Mathew Tsien says he isn’t a gay Republican in spite of his Chinese and Democratic background, but precisely because of it. (Photo by Jay Barry)
But things are nor that cut and dried for Matthew Tsien.
Tsien is bisexual. And of Chinese descent. But he’s also a Republican. A conservative Republican. In fact, he’s a religious conservative Republican.
Republican are welcoming, gays are not
Tsien currently serves as vice president for development of the Florida Gold Coast Log Cabin Republicans, the gay wing of the Republican party.
“We’re just as much a part of the Republican base as the women’s clubs or the young Republicans,” he insists. “We’re chartered by the state party. We’re treated like everyone else.”
Well, the Republicans treat him like everyone else, he says.
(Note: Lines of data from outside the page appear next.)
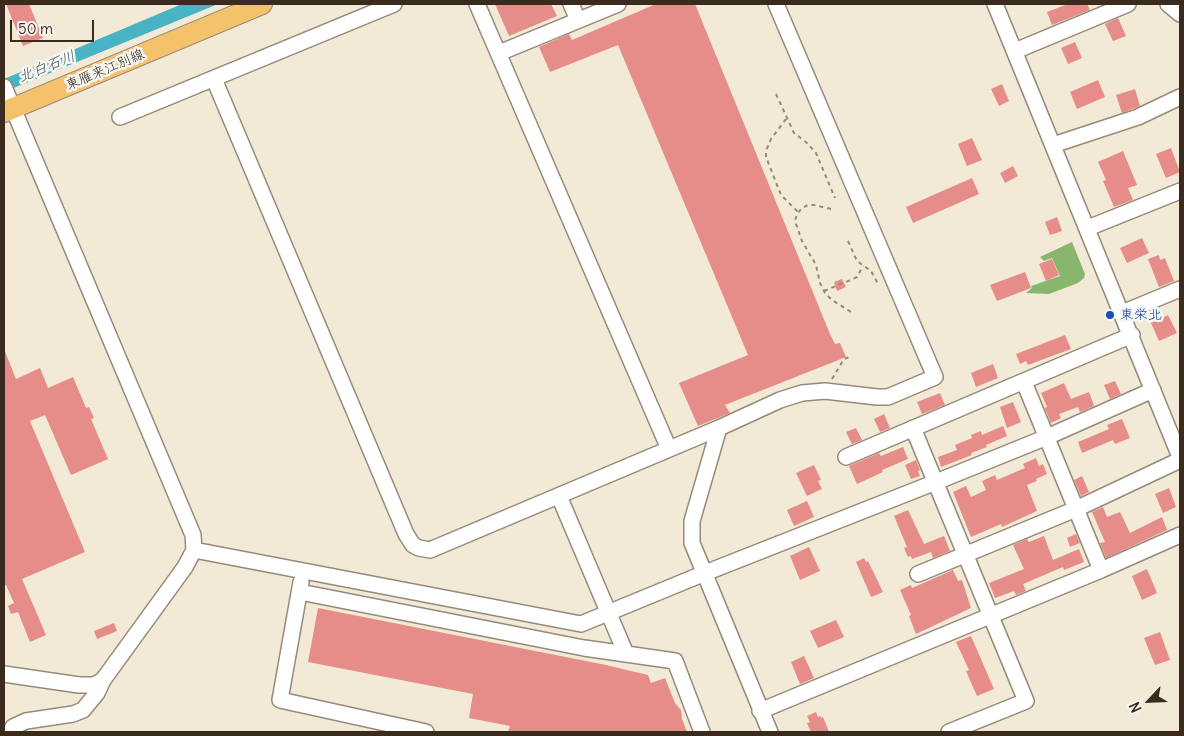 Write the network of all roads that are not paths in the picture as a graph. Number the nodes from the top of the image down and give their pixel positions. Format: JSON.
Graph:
{"nodes":[{"id":1,"x":262,"y":4,"type":"edge"},
{"id":2,"x":394,"y":4,"type":"edge"},
{"id":3,"x":477,"y":4,"type":"edge"},
{"id":4,"x":571,"y":4,"type":"edge"},
{"id":5,"x":618,"y":4,"type":"edge"},
{"id":6,"x":776,"y":4,"type":"edge"},
{"id":7,"x":994,"y":4,"type":"edge"},
{"id":8,"x":1128,"y":4,"type":"edge"},
{"id":9,"x":1168,"y":4,"type":"edge"},
{"id":10,"x":1180,"y":14,"type":"edge"},
{"id":11,"x":578,"y":20,"type":"junction"},
{"id":12,"x":1015,"y":50,"type":"junction"},
{"id":13,"x":499,"y":54,"type":"junction"},
{"id":14,"x":214,"y":79,"type":"junction"},
{"id":15,"x":1180,"y":97,"type":"edge"},
{"id":16,"x":7,"y":101,"type":"edge"},
{"id":17,"x":120,"y":117,"type":"dead end"},
{"id":18,"x":1053,"y":145,"type":"junction"},
{"id":19,"x":1180,"y":191,"type":"edge"},
{"id":20,"x":1088,"y":228,"type":"junction"},
{"id":21,"x":1180,"y":289,"type":"edge"},
{"id":22,"x":1122,"y":313,"type":"junction"},
{"id":23,"x":1132,"y":335,"type":"junction"},
{"id":24,"x":1024,"y":382,"type":"junction"},
{"id":25,"x":1153,"y":390,"type":"junction"},
{"id":26,"x":719,"y":428,"type":"junction"},
{"id":27,"x":913,"y":428,"type":"junction"},
{"id":28,"x":1047,"y":437,"type":"junction"},
{"id":29,"x":669,"y":449,"type":"junction"},
{"id":30,"x":846,"y":457,"type":"dead end"},
{"id":31,"x":1180,"y":459,"type":"edge"},
{"id":32,"x":936,"y":482,"type":"junction"},
{"id":33,"x":559,"y":496,"type":"junction"},
{"id":34,"x":1076,"y":509,"type":"junction"},
{"id":35,"x":1180,"y":535,"type":"edge"},
{"id":36,"x":194,"y":550,"type":"junction"},
{"id":37,"x":966,"y":555,"type":"junction"},
{"id":38,"x":1101,"y":570,"type":"junction"},
{"id":39,"x":303,"y":571,"type":"junction"},
{"id":40,"x":705,"y":573,"type":"junction"},
{"id":41,"x":918,"y":574,"type":"dead end"},
{"id":42,"x":300,"y":592,"type":"junction"},
{"id":43,"x":610,"y":614,"type":"junction"},
{"id":44,"x":990,"y":616,"type":"junction"},
{"id":45,"x":626,"y":654,"type":"junction"},
{"id":46,"x":4,"y":674,"type":"edge"},
{"id":47,"x":104,"y":678,"type":"junction"},
{"id":48,"x":760,"y":711,"type":"junction"},
{"id":49,"x":10,"y":732,"type":"edge"},
{"id":50,"x":426,"y":732,"type":"edge"},
{"id":51,"x":702,"y":732,"type":"edge"},
{"id":52,"x":770,"y":732,"type":"edge"},
{"id":53,"x":949,"y":732,"type":"edge"}],
"edges":[{"from":1,"to":16,"type":"main road","name":"東雁来江別線"},
{"from":2,"to":14,"type":"street"},
{"from":3,"to":13,"type":"street"},
{"from":4,"to":11,"type":"street"},
{"from":5,"to":11,"type":"street"},
{"from":6,"to":26,"type":"street"},
{"from":7,"to":12,"type":"street"},
{"from":8,"to":12,"type":"street"},
{"from":9,"to":10,"type":"street"},
{"from":11,"to":13,"type":"street"},
{"from":12,"to":18,"type":"street"},
{"from":13,"to":29,"type":"street"},
{"from":14,"to":17,"type":"street"},
{"from":14,"to":33,"type":"street"},
{"from":15,"to":18,"type":"street"},
{"from":16,"to":36,"type":"street"},
{"from":18,"to":20,"type":"street"},
{"from":19,"to":20,"type":"street"},
{"from":20,"to":22,"type":"street"},
{"from":21,"to":22,"type":"street"},
{"from":22,"to":23,"type":"street"},
{"from":23,"to":24,"type":"street"},
{"from":23,"to":25,"type":"street"},
{"from":24,"to":27,"type":"street"},
{"from":24,"to":28,"type":"street"},
{"from":25,"to":28,"type":"street"},
{"from":25,"to":31,"type":"street"},
{"from":26,"to":29,"type":"street"},
{"from":26,"to":40,"type":"street"},
{"from":27,"to":30,"type":"street"},
{"from":27,"to":32,"type":"street"},
{"from":28,"to":32,"type":"street"},
{"from":28,"to":34,"type":"street"},
{"from":29,"to":33,"type":"street"},
{"from":31,"to":34,"type":"street"},
{"from":32,"to":37,"type":"street"},
{"from":32,"to":40,"type":"street"},
{"from":33,"to":43,"type":"street"},
{"from":34,"to":37,"type":"street"},
{"from":34,"to":38,"type":"street"},
{"from":35,"to":38,"type":"street"},
{"from":36,"to":39,"type":"street"},
{"from":36,"to":47,"type":"street"},
{"from":37,"to":41,"type":"street"},
{"from":37,"to":44,"type":"street"},
{"from":38,"to":44,"type":"street"},
{"from":39,"to":42,"type":"street"},
{"from":39,"to":43,"type":"street"},
{"from":40,"to":43,"type":"street"},
{"from":40,"to":48,"type":"street"},
{"from":42,"to":45,"type":"street"},
{"from":42,"to":50,"type":"street"},
{"from":43,"to":45,"type":"street"},
{"from":44,"to":48,"type":"street"},
{"from":44,"to":53,"type":"street"},
{"from":45,"to":51,"type":"street"},
{"from":46,"to":47,"type":"street"},
{"from":47,"to":49,"type":"street"},
{"from":48,"to":52,"type":"street"}]}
“We get more hostility from the gay community than from fellow Republicans,” he says.“Republicans are glad we’re here. Republicans are a very diverse group. It’s gays that wish we didn’t exist.”
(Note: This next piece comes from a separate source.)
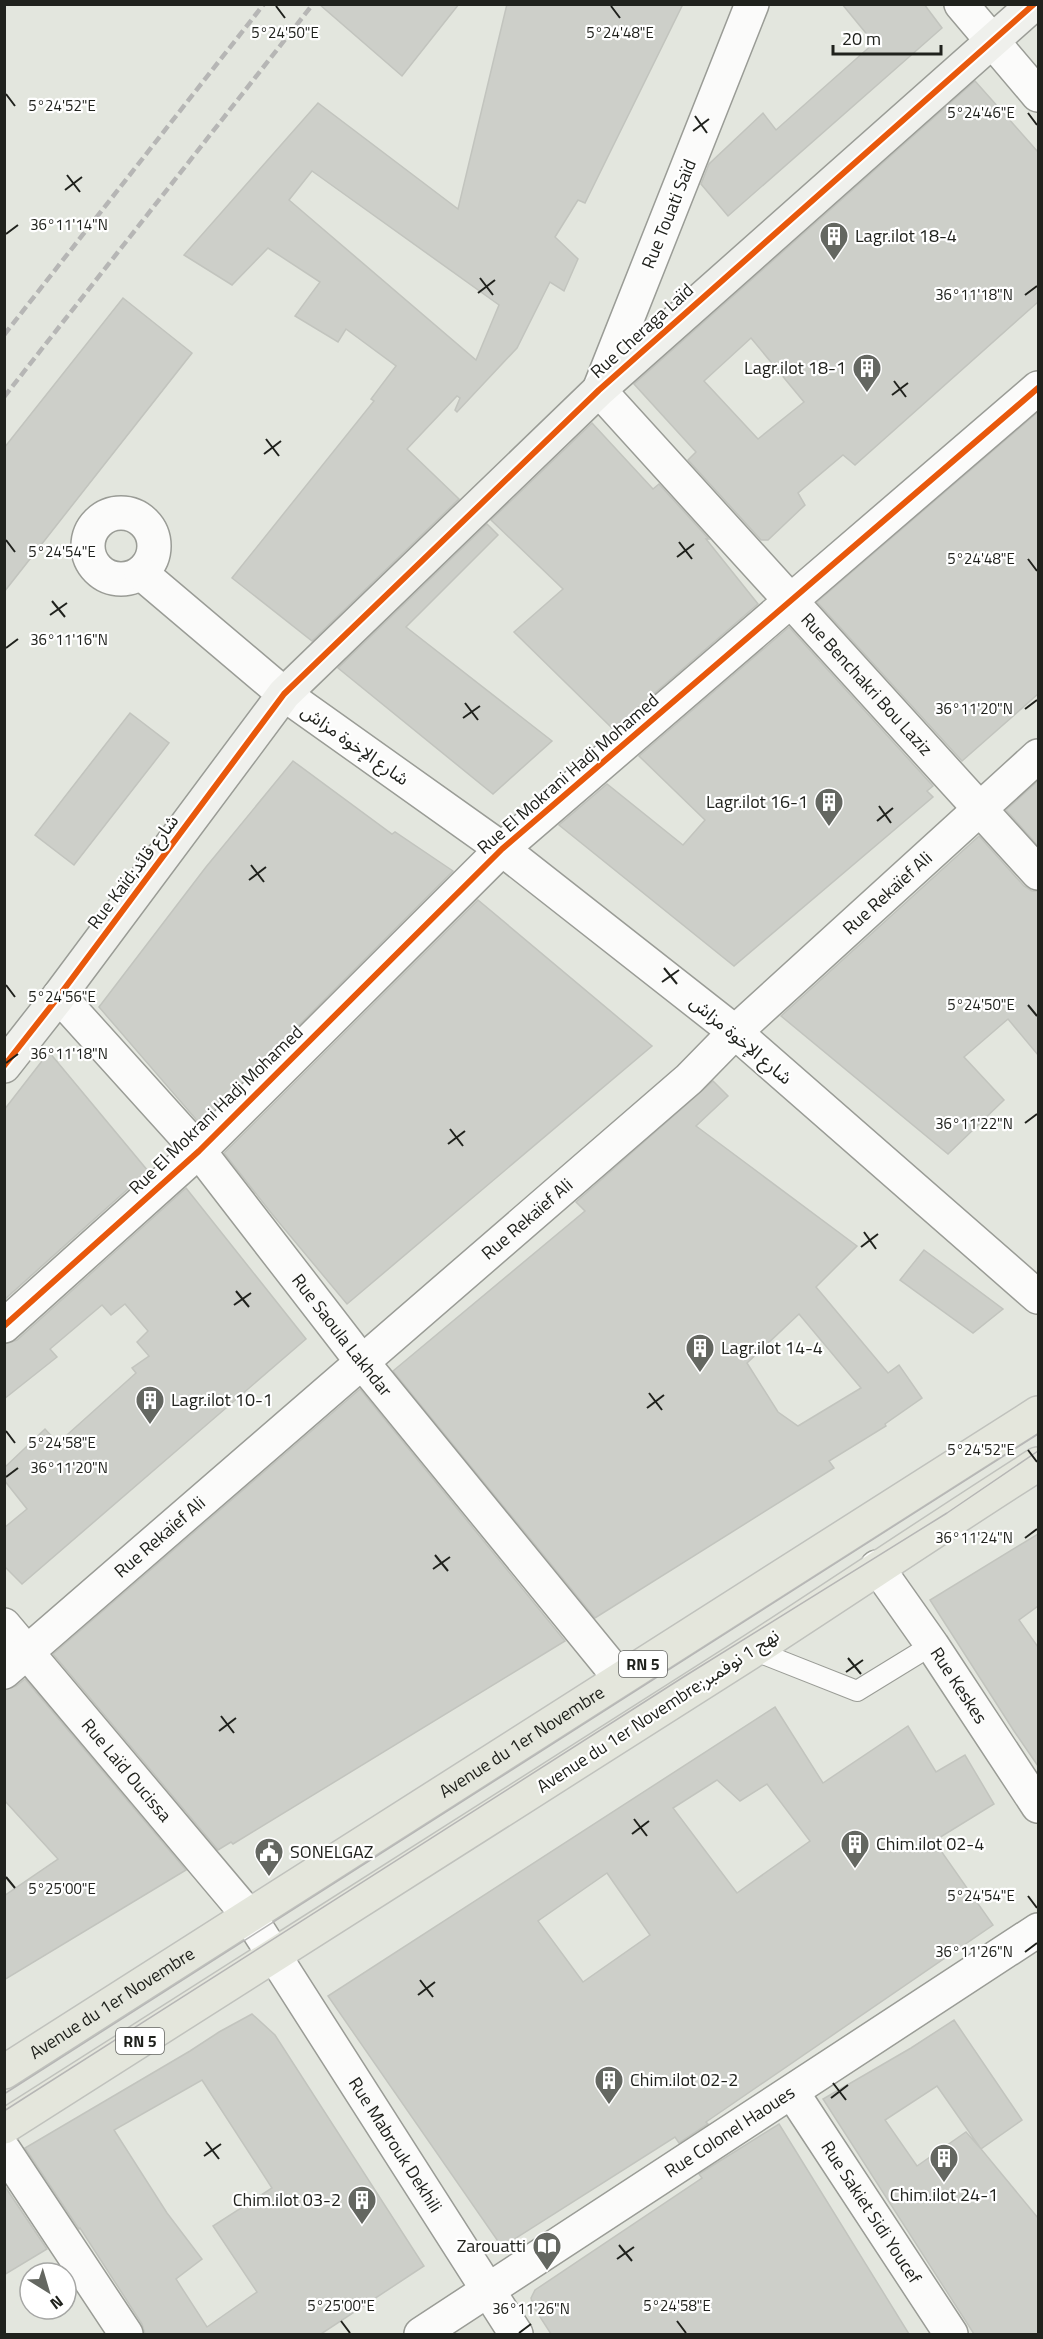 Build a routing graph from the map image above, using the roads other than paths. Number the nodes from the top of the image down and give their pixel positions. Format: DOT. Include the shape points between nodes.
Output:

In fact, he says, “It’s a whole lot easier to be gay in the Republican party than to be Republican in the gay community. But everyone forgets that 25 percent of gays — one million gay people — voted for Bush.”
Raised a Democrat by his schoolteacher mom in Louisville, Kentucky, “we were very poor,” Tsien relates. “It was a broken home, and my brother was mentally retarded and had cerebral palsy. But my mom was from the World War II generation and very patriotic.”
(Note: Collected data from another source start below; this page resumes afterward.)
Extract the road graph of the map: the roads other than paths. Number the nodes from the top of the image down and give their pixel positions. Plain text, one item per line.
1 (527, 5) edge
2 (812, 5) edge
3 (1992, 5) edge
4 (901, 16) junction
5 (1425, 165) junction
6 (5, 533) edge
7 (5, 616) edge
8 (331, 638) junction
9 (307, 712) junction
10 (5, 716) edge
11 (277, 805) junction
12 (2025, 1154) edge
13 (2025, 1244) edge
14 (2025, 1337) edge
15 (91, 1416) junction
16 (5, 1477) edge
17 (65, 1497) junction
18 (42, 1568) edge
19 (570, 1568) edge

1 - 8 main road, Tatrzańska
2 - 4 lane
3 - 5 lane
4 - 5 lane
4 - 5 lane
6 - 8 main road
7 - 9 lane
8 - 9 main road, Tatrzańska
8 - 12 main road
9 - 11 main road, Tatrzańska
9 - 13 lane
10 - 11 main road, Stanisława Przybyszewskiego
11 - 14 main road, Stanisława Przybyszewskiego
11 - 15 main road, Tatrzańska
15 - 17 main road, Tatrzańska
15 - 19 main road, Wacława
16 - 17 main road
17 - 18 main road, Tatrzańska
Unquestioning patriotism, the influence of his University of Maryland economics professor father, and a stint in the Air Force put Tsien “at odds with liberalism in the 70s. As an Asian American, I supported the U.S. attempt to liberate Southeast Asia from communism.”
What Tsien describes as “the Democratic party’s hatred and anti-Americanism” eventually drove him “out of the Democratic party.”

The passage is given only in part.